Leave the images aside and output every entry exactly.

Excerpts from a dataset:
§

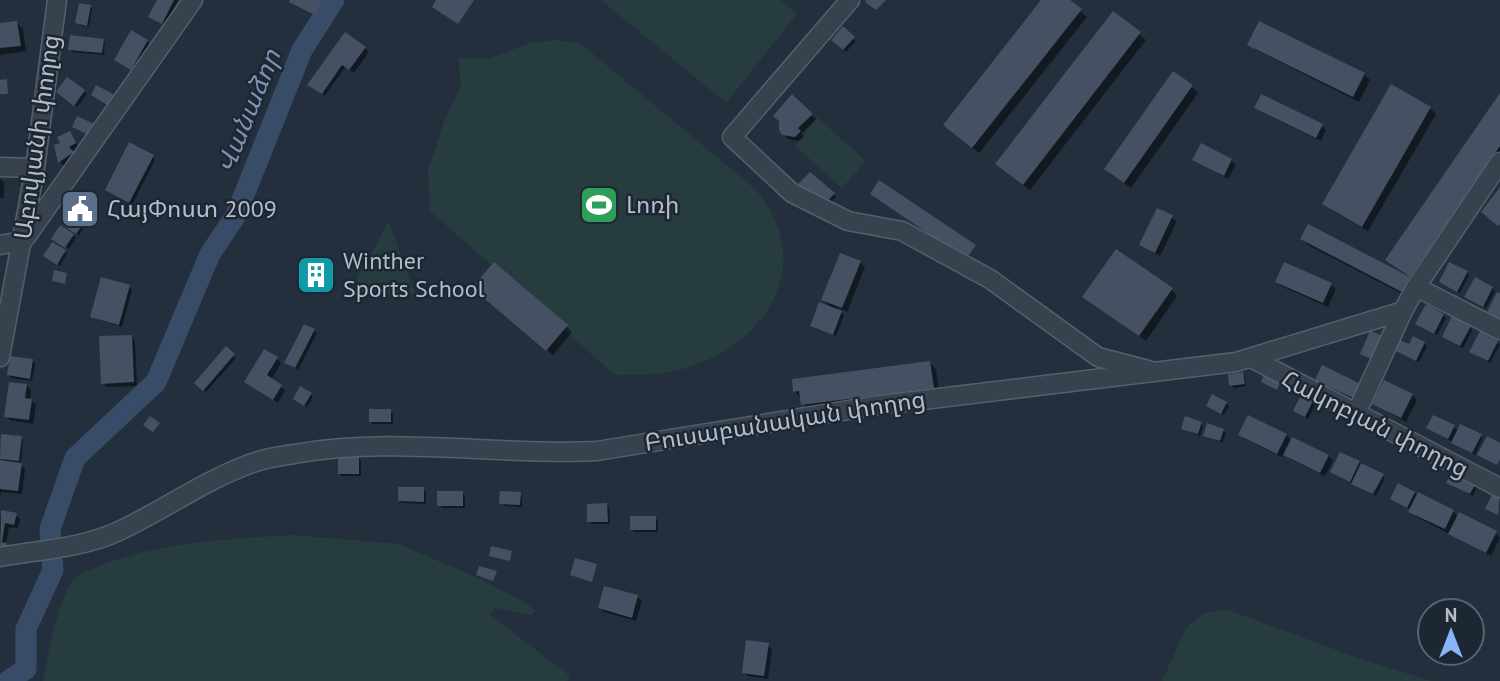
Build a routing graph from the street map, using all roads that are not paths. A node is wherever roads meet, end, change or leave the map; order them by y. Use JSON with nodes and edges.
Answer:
{"nodes":[{"id":1,"x":57,"y":0,"type":"edge"},
{"id":2,"x":193,"y":0,"type":"edge"},
{"id":3,"x":850,"y":0,"type":"edge"},
{"id":4,"x":1500,"y":163,"type":"edge"},
{"id":5,"x":0,"y":167,"type":"edge"},
{"id":6,"x":35,"y":168,"type":"junction"},
{"id":7,"x":23,"y":241,"type":"junction"},
{"id":8,"x":0,"y":245,"type":"edge"},
{"id":9,"x":1416,"y":287,"type":"junction"},
{"id":10,"x":1403,"y":311,"type":"junction"},
{"id":11,"x":1500,"y":330,"type":"edge"},
{"id":12,"x":0,"y":357,"type":"edge"},
{"id":13,"x":1251,"y":358,"type":"junction"},
{"id":14,"x":1155,"y":372,"type":"junction"},
{"id":15,"x":1356,"y":414,"type":"junction"},
{"id":16,"x":1500,"y":488,"type":"edge"},
{"id":17,"x":0,"y":557,"type":"edge"}],
"edges":[{"from":1,"to":6,"type":"street","name":"Աբովյանի փողոց"},
{"from":2,"to":7,"type":"street"},
{"from":3,"to":14,"type":"street"},
{"from":4,"to":9,"type":"street"},
{"from":5,"to":6,"type":"street"},
{"from":6,"to":7,"type":"street","name":"Աբովյանի փողոց"},
{"from":7,"to":8,"type":"street"},
{"from":7,"to":12,"type":"street","name":"Աբովյանի փողոց"},
{"from":9,"to":10,"type":"street"},
{"from":9,"to":11,"type":"street"},
{"from":10,"to":13,"type":"street","name":"Բուսաբանական փողոց"},
{"from":10,"to":15,"type":"street"},
{"from":13,"to":14,"type":"street","name":"Բուսաբանական փողոց"},
{"from":13,"to":15,"type":"street","name":"Հակոբյան փողոց"},
{"from":14,"to":17,"type":"street","name":"Բուսաբանական փողոց"},
{"from":15,"to":16,"type":"street","name":"Հակոբյան փողոց"}]}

§

**Result for this exercise**
Build a routing graph from the street map, using all roads that are not paths. A node is wherever roads meet, end, change or leave the map; order them by y. Use JSON with nodes and edges.
Answer:
{"nodes":[{"id":1,"x":57,"y":0,"type":"edge"},
{"id":2,"x":193,"y":0,"type":"edge"},
{"id":3,"x":850,"y":0,"type":"edge"},
{"id":4,"x":1500,"y":163,"type":"edge"},
{"id":5,"x":0,"y":167,"type":"edge"},
{"id":6,"x":35,"y":168,"type":"junction"},
{"id":7,"x":23,"y":241,"type":"junction"},
{"id":8,"x":0,"y":245,"type":"edge"},
{"id":9,"x":1416,"y":287,"type":"junction"},
{"id":10,"x":1403,"y":311,"type":"junction"},
{"id":11,"x":1500,"y":330,"type":"edge"},
{"id":12,"x":0,"y":357,"type":"edge"},
{"id":13,"x":1251,"y":358,"type":"junction"},
{"id":14,"x":1155,"y":372,"type":"junction"},
{"id":15,"x":1356,"y":414,"type":"junction"},
{"id":16,"x":1500,"y":488,"type":"edge"},
{"id":17,"x":0,"y":557,"type":"edge"}],
"edges":[{"from":1,"to":6,"type":"street","name":"Աբովյանի փողոց"},
{"from":2,"to":7,"type":"street"},
{"from":3,"to":14,"type":"street"},
{"from":4,"to":9,"type":"street"},
{"from":5,"to":6,"type":"street"},
{"from":6,"to":7,"type":"street","name":"Աբովյանի փողոց"},
{"from":7,"to":8,"type":"street"},
{"from":7,"to":12,"type":"street","name":"Աբովյանի փողոց"},
{"from":9,"to":10,"type":"street"},
{"from":9,"to":11,"type":"street"},
{"from":10,"to":13,"type":"street","name":"Բուսաբանական փողոց"},
{"from":10,"to":15,"type":"street"},
{"from":13,"to":14,"type":"street","name":"Բուսաբանական փողոց"},
{"from":13,"to":15,"type":"street","name":"Հակոբյան փողոց"},
{"from":14,"to":17,"type":"street","name":"Բուսաբանական փողոց"},
{"from":15,"to":16,"type":"street","name":"Հակոբյան փողոց"}]}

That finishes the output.